ENTRIES SUPPLIED
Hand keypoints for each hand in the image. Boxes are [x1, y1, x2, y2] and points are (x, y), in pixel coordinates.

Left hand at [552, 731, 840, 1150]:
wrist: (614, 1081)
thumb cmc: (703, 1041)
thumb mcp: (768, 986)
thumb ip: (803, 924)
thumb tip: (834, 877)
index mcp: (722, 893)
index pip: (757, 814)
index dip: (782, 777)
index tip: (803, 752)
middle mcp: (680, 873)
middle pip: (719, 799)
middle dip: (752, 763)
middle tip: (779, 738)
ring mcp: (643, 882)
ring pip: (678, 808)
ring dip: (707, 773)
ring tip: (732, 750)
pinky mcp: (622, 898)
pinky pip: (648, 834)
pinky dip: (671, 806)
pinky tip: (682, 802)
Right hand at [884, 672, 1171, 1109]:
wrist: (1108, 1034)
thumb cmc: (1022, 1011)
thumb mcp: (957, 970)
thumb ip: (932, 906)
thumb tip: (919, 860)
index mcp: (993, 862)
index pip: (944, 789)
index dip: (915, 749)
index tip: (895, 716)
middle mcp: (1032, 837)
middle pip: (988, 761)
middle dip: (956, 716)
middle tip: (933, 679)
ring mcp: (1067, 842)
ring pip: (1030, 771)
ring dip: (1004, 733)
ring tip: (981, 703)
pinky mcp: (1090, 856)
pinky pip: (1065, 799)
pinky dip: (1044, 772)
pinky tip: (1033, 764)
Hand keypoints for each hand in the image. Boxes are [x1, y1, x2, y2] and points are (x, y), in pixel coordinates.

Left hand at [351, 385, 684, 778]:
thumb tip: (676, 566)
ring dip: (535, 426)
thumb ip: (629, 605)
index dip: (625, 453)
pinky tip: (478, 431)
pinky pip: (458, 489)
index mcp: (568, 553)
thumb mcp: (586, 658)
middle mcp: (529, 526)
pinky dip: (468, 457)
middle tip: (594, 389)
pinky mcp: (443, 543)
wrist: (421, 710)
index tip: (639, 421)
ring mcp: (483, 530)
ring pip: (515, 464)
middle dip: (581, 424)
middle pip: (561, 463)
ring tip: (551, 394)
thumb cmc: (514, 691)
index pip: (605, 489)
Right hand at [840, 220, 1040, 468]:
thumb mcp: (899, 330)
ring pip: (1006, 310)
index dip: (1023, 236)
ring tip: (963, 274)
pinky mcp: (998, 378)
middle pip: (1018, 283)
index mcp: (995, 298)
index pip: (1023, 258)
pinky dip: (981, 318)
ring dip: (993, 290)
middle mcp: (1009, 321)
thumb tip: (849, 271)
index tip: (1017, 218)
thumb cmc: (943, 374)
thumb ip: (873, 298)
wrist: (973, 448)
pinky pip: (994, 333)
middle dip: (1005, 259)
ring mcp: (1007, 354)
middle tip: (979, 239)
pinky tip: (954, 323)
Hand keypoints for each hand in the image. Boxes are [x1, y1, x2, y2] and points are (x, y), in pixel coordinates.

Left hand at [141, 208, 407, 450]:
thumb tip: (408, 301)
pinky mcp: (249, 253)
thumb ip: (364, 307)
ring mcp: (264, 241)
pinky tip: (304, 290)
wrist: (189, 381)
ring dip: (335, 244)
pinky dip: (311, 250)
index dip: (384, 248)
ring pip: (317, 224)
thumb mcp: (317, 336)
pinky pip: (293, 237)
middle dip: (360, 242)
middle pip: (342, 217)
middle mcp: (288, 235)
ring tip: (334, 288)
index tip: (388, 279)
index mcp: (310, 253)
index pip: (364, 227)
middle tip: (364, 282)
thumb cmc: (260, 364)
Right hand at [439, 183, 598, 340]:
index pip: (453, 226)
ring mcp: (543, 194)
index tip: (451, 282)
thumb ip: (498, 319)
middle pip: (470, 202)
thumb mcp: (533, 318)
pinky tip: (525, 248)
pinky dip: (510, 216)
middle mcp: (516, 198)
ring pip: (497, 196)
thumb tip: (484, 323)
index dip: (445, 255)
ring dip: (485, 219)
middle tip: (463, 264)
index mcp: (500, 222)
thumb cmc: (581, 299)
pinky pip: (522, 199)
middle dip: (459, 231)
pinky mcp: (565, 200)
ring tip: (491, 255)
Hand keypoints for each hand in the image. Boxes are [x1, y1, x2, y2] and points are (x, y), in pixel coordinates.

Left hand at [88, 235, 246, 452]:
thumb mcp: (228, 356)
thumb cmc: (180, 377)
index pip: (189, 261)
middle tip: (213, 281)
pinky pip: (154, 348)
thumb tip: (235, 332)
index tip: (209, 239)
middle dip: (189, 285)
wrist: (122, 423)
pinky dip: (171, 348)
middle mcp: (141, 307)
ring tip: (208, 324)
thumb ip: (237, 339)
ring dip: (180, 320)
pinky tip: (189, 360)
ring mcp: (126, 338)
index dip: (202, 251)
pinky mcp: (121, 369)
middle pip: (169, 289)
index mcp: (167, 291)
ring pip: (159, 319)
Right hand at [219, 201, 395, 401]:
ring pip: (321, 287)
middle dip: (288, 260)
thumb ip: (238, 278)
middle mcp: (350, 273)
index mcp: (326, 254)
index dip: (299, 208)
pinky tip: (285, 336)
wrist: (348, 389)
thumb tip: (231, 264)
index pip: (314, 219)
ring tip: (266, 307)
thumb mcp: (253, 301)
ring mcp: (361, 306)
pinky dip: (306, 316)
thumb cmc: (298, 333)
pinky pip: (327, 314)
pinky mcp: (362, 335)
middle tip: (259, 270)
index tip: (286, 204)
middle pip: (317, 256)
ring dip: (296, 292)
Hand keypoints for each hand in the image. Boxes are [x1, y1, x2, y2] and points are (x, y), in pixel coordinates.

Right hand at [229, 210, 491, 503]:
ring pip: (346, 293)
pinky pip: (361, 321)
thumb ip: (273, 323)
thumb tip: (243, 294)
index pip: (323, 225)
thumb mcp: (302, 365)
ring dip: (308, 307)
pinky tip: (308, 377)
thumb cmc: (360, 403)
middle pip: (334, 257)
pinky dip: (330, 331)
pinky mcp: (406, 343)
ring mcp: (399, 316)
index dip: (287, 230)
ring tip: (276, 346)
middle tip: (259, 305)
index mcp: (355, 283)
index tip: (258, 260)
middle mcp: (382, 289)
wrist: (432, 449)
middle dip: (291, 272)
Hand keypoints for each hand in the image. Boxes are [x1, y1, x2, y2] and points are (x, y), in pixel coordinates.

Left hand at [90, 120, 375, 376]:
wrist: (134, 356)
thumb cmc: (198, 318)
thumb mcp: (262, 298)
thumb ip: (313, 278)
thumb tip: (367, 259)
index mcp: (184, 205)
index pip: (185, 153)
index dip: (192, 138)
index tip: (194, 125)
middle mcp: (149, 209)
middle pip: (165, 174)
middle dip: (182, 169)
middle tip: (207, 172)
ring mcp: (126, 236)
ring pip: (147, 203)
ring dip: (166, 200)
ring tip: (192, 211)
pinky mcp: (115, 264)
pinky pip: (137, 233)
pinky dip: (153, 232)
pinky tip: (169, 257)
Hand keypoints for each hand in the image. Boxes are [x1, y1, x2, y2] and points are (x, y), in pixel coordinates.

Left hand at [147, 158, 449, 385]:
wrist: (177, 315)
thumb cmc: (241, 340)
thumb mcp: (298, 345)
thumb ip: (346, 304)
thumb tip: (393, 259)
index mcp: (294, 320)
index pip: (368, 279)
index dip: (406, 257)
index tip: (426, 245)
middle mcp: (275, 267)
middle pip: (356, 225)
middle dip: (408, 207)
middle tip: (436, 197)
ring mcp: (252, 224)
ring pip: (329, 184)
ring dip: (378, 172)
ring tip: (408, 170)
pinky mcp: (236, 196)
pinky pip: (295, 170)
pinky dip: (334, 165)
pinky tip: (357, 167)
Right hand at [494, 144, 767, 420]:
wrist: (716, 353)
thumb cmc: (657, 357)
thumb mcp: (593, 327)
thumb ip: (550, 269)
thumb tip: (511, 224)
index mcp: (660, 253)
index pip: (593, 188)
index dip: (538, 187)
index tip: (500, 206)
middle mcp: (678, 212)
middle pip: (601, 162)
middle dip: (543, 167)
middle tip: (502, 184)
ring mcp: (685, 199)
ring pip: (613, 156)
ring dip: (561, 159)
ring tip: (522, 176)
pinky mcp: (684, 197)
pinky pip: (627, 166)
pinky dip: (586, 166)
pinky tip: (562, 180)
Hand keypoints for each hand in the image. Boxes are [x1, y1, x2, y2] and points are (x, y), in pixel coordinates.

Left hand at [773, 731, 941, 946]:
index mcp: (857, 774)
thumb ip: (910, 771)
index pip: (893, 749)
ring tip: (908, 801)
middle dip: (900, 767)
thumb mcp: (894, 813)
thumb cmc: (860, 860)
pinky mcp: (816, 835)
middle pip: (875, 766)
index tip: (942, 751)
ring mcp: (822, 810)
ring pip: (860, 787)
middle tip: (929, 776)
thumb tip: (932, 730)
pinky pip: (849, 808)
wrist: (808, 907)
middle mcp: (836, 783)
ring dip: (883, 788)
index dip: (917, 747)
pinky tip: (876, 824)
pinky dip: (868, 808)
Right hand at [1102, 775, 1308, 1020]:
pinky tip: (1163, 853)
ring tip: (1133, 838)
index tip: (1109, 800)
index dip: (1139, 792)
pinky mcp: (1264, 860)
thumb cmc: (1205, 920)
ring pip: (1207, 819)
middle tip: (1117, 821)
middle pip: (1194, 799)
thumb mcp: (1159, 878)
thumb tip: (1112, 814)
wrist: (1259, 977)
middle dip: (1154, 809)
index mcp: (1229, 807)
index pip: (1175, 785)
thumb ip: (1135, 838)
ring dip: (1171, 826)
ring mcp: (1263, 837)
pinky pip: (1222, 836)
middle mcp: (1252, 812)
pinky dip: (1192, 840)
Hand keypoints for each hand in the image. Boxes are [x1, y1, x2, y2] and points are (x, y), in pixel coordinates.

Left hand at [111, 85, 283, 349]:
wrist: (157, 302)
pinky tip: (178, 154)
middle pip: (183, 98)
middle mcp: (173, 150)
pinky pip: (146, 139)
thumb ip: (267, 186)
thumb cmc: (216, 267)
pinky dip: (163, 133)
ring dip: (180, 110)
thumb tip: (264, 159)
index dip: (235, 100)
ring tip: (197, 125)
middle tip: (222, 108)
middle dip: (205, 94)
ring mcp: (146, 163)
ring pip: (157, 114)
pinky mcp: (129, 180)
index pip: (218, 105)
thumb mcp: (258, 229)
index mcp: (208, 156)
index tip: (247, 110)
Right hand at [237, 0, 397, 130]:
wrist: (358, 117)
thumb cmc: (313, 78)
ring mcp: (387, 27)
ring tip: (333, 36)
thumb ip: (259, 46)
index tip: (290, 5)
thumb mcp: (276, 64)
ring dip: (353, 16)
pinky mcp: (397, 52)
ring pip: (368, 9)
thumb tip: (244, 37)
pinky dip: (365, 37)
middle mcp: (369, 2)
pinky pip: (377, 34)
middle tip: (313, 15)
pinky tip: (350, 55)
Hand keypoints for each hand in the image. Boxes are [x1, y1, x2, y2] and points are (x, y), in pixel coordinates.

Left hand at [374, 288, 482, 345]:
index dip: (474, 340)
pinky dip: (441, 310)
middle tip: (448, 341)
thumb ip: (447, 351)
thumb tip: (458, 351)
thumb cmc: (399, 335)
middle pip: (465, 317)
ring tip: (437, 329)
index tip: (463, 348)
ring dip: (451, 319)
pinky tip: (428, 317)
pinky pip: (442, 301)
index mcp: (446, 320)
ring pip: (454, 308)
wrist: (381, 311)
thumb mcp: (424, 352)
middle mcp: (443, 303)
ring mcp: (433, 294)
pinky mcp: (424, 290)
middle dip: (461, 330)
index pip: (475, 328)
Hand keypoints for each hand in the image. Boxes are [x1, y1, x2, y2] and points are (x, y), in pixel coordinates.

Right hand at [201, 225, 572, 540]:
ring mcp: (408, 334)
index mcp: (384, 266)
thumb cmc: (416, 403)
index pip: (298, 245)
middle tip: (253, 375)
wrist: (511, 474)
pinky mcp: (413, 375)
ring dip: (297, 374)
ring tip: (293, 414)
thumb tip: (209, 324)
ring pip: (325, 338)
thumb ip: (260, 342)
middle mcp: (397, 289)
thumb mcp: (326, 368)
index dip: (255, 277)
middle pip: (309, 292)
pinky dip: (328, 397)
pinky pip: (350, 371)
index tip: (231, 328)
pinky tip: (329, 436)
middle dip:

TASK REQUIREMENTS
Copy the lines of the data above exactly as written, beginning with the line containing "ring tip: (197, 125)" and ending with the line containing "pinky tip: (350, 55)", and leave out all other lines.

SOLUTION FOR THIS TASK
ring tip: (197, 125)
middle tip: (222, 108)
middle dip: (205, 94)
ring mcp: (146, 163)
ring pip: (157, 114)
pinky mcp: (129, 180)
index pip: (218, 105)
thumb mcp: (258, 229)
index mcp: (208, 156)
index tip: (247, 110)
Right hand at [237, 0, 397, 130]:
wrist: (358, 117)
thumb cmc: (313, 78)
ring mcp: (387, 27)
ring tip: (333, 36)
thumb ip: (259, 46)
index tip: (290, 5)
thumb mcp: (276, 64)
ring dip: (353, 16)
pinky mcp: (397, 52)
ring pip: (368, 9)
thumb tip: (244, 37)
pinky dip: (365, 37)
middle mcp: (369, 2)
pinky pip: (377, 34)
middle tip: (313, 15)
pinky tip: (350, 55)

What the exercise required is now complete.